Discussion
The purpose of this study was the one to define FA, or HU, in general
practice, establishing an absolute minimum number of consultations in a
given period of time.
Our results show that a threshold of 15 encounters per year can
represent a very useful value to that purpose.
In the past, several absolute thresholds have been suggested. In Italy,
for example, the criterion of absolute reference number has ranged from
2 to 24 contacts per year. The majority of the studies set the threshold
between 9 and 14 annual visits, the frequency of which GP in Italy would
be unanimous in defining FA.
In our study, it emerges how only 5% of the practice population has
seen their GP 15 times or more in 1 year.
In addition, the 15 GP encounters seem to match with a sudden and strong
increase of visit requests, so to be a good candidate to threshold
value.
Although the number of FAs accounts for only 5% of the GP practice
population, it does demand a very significant GP working time.
It is possible, but it was not the subject of study on this occasion,
that the encounters could last longer than average.

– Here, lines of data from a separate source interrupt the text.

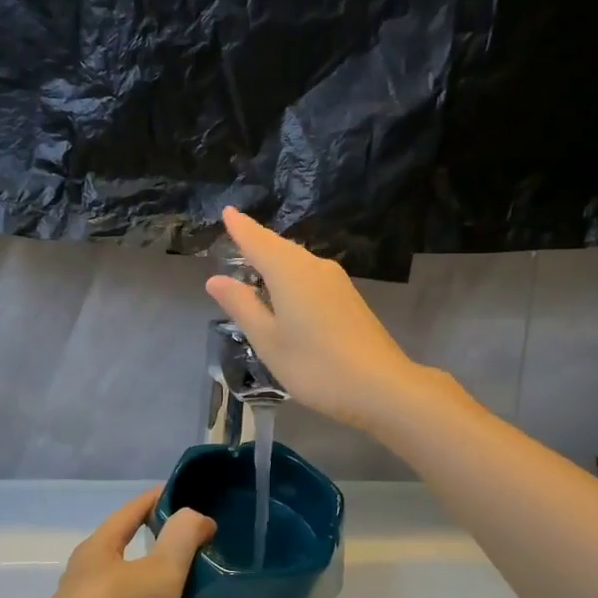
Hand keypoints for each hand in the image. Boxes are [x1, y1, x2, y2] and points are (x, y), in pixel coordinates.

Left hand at [44, 489, 233, 597]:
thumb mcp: (157, 566)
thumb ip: (183, 538)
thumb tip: (200, 519)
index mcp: (103, 549)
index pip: (133, 513)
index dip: (160, 500)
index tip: (193, 495)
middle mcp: (104, 581)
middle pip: (149, 564)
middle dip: (185, 561)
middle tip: (221, 555)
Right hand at [206, 207, 426, 432]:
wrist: (381, 386)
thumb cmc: (315, 365)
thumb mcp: (268, 340)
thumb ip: (242, 306)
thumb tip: (216, 279)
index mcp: (289, 271)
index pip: (257, 240)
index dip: (240, 227)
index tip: (227, 211)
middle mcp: (315, 266)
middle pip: (280, 248)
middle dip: (257, 242)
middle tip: (236, 236)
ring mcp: (337, 282)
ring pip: (298, 262)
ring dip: (276, 260)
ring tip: (255, 264)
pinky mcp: (349, 298)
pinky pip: (311, 276)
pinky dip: (292, 276)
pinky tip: (287, 292)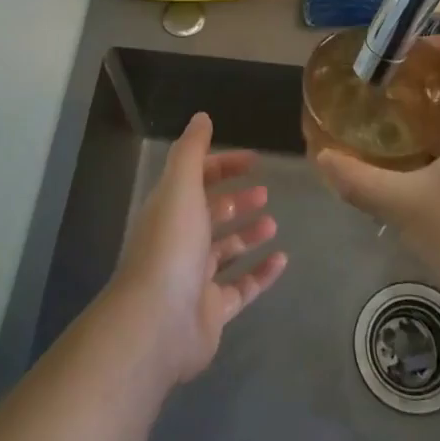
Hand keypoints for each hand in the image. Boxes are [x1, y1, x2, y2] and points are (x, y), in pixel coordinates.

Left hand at [111, 112, 287, 385]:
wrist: (157, 323)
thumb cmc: (171, 246)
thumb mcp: (180, 186)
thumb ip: (191, 151)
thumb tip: (202, 117)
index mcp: (169, 210)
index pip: (196, 179)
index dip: (223, 166)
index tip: (255, 161)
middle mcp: (179, 241)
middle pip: (210, 214)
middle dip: (236, 201)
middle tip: (265, 193)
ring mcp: (195, 278)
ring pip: (225, 251)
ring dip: (248, 234)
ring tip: (274, 223)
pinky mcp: (212, 310)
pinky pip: (241, 287)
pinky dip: (261, 273)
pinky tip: (282, 260)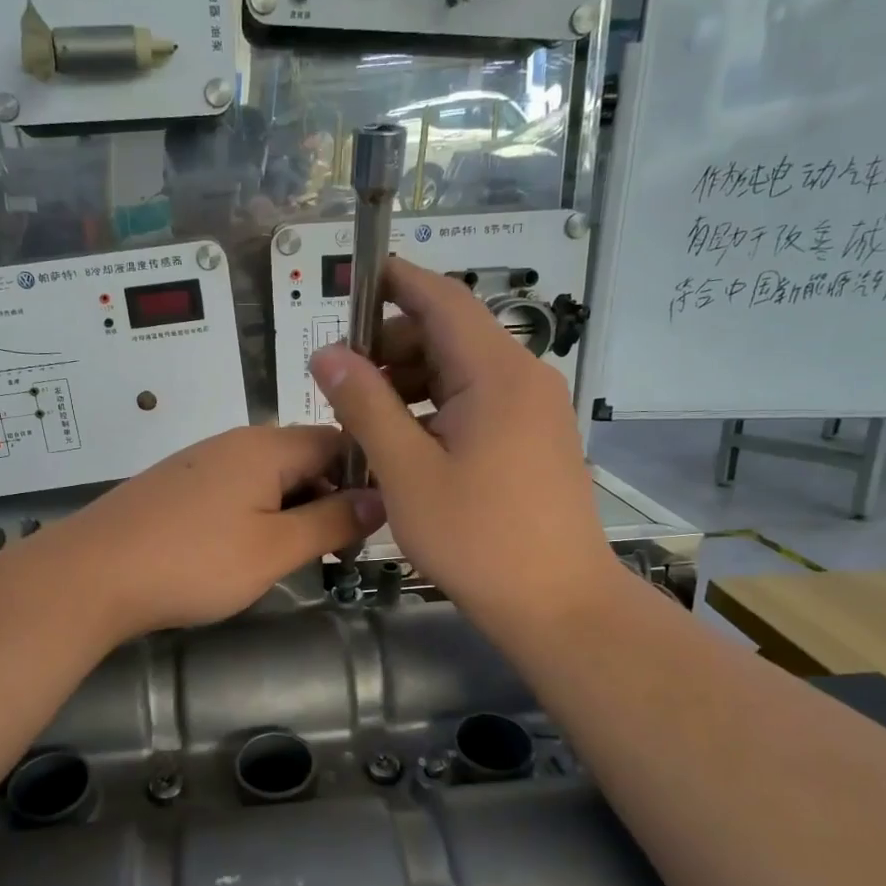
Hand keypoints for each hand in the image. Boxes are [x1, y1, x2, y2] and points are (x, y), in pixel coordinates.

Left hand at [47, 425, 382, 638]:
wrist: (90, 575)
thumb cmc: (193, 562)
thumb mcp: (274, 549)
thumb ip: (331, 522)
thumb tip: (380, 499)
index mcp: (267, 446)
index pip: (337, 441)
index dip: (364, 477)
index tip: (373, 523)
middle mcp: (234, 442)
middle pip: (302, 457)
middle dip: (327, 498)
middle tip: (337, 550)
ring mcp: (199, 462)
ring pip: (266, 477)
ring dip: (290, 510)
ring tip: (294, 555)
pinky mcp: (175, 486)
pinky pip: (233, 490)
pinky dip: (253, 515)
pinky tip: (243, 551)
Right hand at [311, 257, 617, 638]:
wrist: (558, 604)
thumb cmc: (477, 538)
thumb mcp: (406, 471)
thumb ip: (364, 405)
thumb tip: (328, 354)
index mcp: (496, 373)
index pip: (443, 299)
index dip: (396, 282)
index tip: (353, 280)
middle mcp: (524, 378)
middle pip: (451, 336)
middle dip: (392, 346)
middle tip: (342, 382)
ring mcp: (535, 411)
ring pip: (463, 373)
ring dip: (411, 382)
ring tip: (365, 419)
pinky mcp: (536, 440)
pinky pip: (478, 404)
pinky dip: (437, 409)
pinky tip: (405, 444)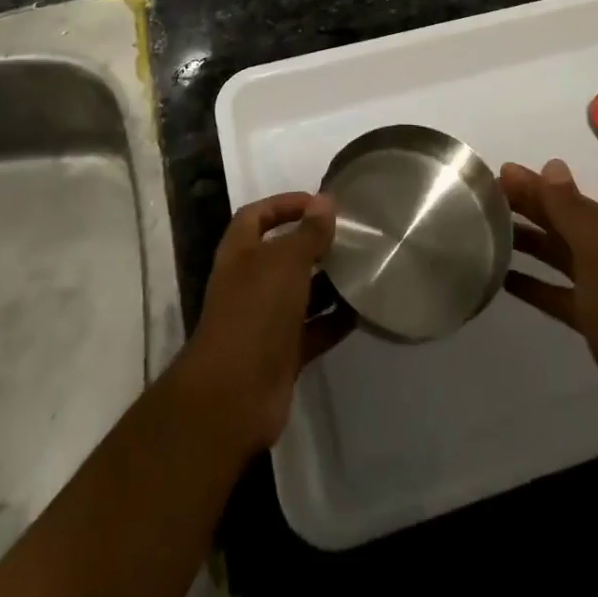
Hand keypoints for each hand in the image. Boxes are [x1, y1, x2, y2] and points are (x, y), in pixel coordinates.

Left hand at [173, 192, 348, 456]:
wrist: (234, 396)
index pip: (257, 215)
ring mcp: (265, 321)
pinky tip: (363, 309)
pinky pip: (313, 329)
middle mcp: (250, 283)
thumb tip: (325, 200)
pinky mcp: (283, 354)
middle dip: (313, 244)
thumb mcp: (286, 262)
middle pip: (282, 254)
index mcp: (240, 254)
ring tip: (363, 267)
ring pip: (300, 293)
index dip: (284, 205)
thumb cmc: (256, 312)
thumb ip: (309, 232)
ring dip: (328, 282)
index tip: (319, 203)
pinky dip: (334, 320)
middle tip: (350, 235)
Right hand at [503, 159, 597, 443]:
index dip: (534, 185)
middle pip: (562, 223)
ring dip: (528, 242)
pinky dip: (533, 283)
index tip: (498, 175)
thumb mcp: (595, 252)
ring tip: (489, 234)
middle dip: (528, 208)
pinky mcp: (592, 319)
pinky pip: (556, 291)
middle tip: (486, 199)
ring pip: (558, 255)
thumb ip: (570, 209)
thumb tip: (552, 163)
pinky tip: (505, 279)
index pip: (566, 197)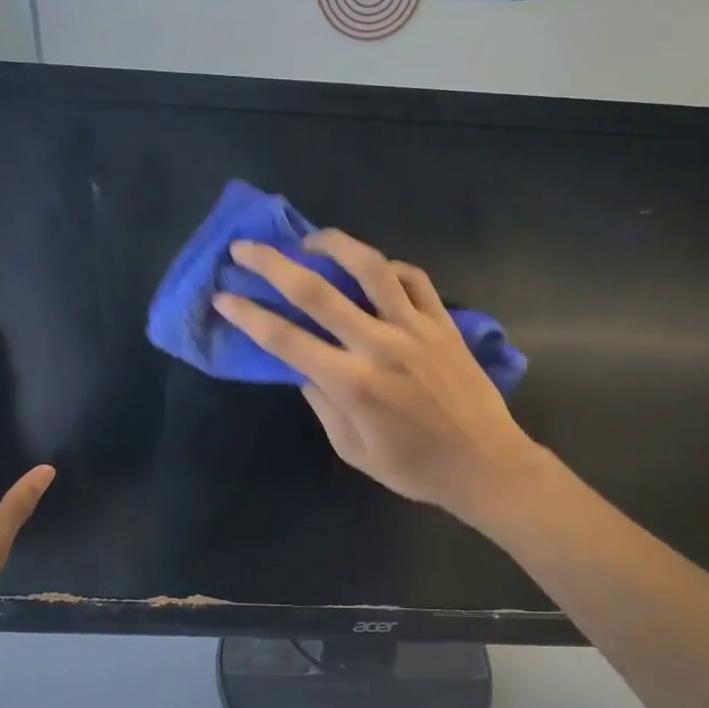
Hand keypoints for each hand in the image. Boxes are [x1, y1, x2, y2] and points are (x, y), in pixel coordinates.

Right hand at [214, 231, 547, 527]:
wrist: (484, 463)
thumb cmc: (414, 467)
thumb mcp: (353, 450)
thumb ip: (323, 403)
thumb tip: (302, 366)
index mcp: (352, 383)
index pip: (286, 339)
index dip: (249, 315)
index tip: (224, 296)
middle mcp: (379, 345)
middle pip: (317, 291)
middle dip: (273, 265)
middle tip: (245, 247)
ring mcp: (415, 328)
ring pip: (370, 268)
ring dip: (334, 245)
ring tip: (310, 239)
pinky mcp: (444, 322)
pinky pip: (414, 279)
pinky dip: (389, 266)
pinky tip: (373, 268)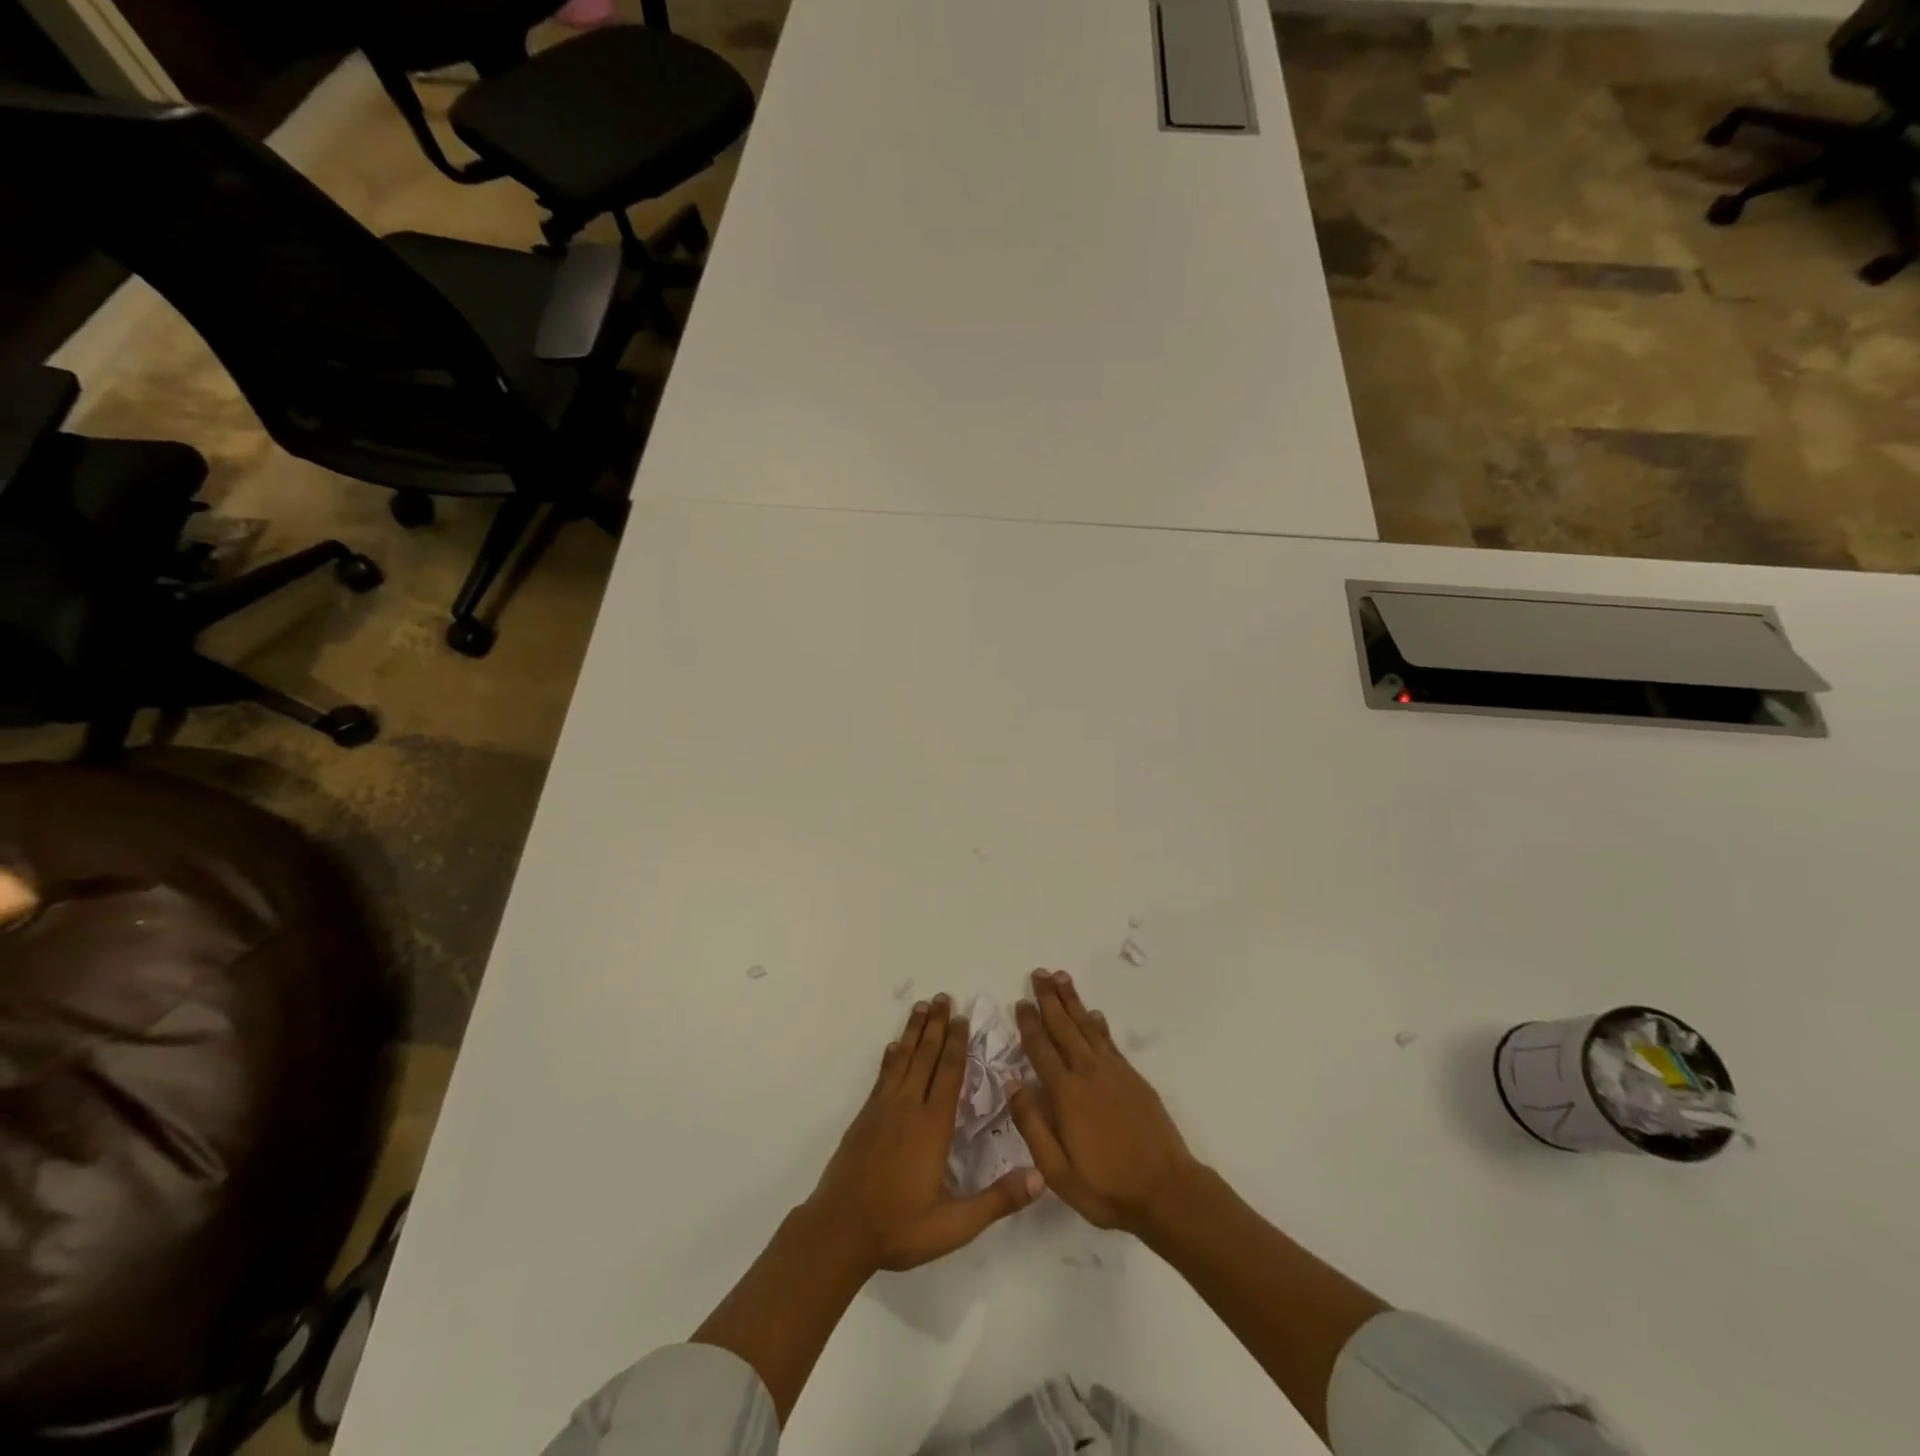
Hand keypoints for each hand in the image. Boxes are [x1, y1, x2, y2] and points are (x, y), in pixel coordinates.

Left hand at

More specifically, the standard 10-minute encounter adopted by most GPs
in the United Kingdom may not suffice to deal with FA needs. Moreover,
we did not question whether and how often the FAs are clinically studied
with blood tests and imaging, or subject to referral to Secondary Care,
compared to their peers.
Our results, contrary to previous work on the subject, do not suggest
the need for greater specificity and sensitivity for the identification
of the FA using smaller groups, dividing all patients into age-by-sex
cohorts.
Unlike other studies, we have not excluded from the audit the subjects
over 75 years and paediatric patients.
Interestingly, the prevalence FAs seems to diminish rather than increase
in the very senior group compared to the group of 60-75 years throwing
doubts about the linear relationship between fragility and medical
complexity with the number of GP encounters, but also on the social
reasons unleashing frequent GP attendances.
It is unlikely that the financial impact of FAs on the budget of the NHS
is negligible.
Based on the cost ratio of sanitary and social units 2017 of the PSSRU
at the University of Kent, the cost of a Single Surgery Encounter with
the GP is estimated bee £38.00 (\euro 43.37; $53.55). The cost is
higher for the Home Visit and it increased further by the cost of
prescription, by the administrative costs, and the costs of the requests
for specialist visits.
Therefore, since the average number of encounters per year per patient
is 0.8, with some variability by age and gender range, and taking into
account the fact that about 1/5 of the population of practice does not
consult the GP during the entire 12-month period, the additional
financial burden arising from FAs will start from a minimum of
£555.00/year (\euro633.43; $782.18) per FA.
By extending this calculation to 5% of the UK population, the minimum
additional expenditure The British National Healthcare System that can
be attributed to FAs is £1.82 billion (\euro2.05 billion/$ 2.54
billion).
The magnitude of this figure, combined with the scarcity of human
resources and recruitment problems in General Practice in the UK, is
such that it would seem to urge to manage more effectively FAs. Their
timely identification would therefore be an important starting point.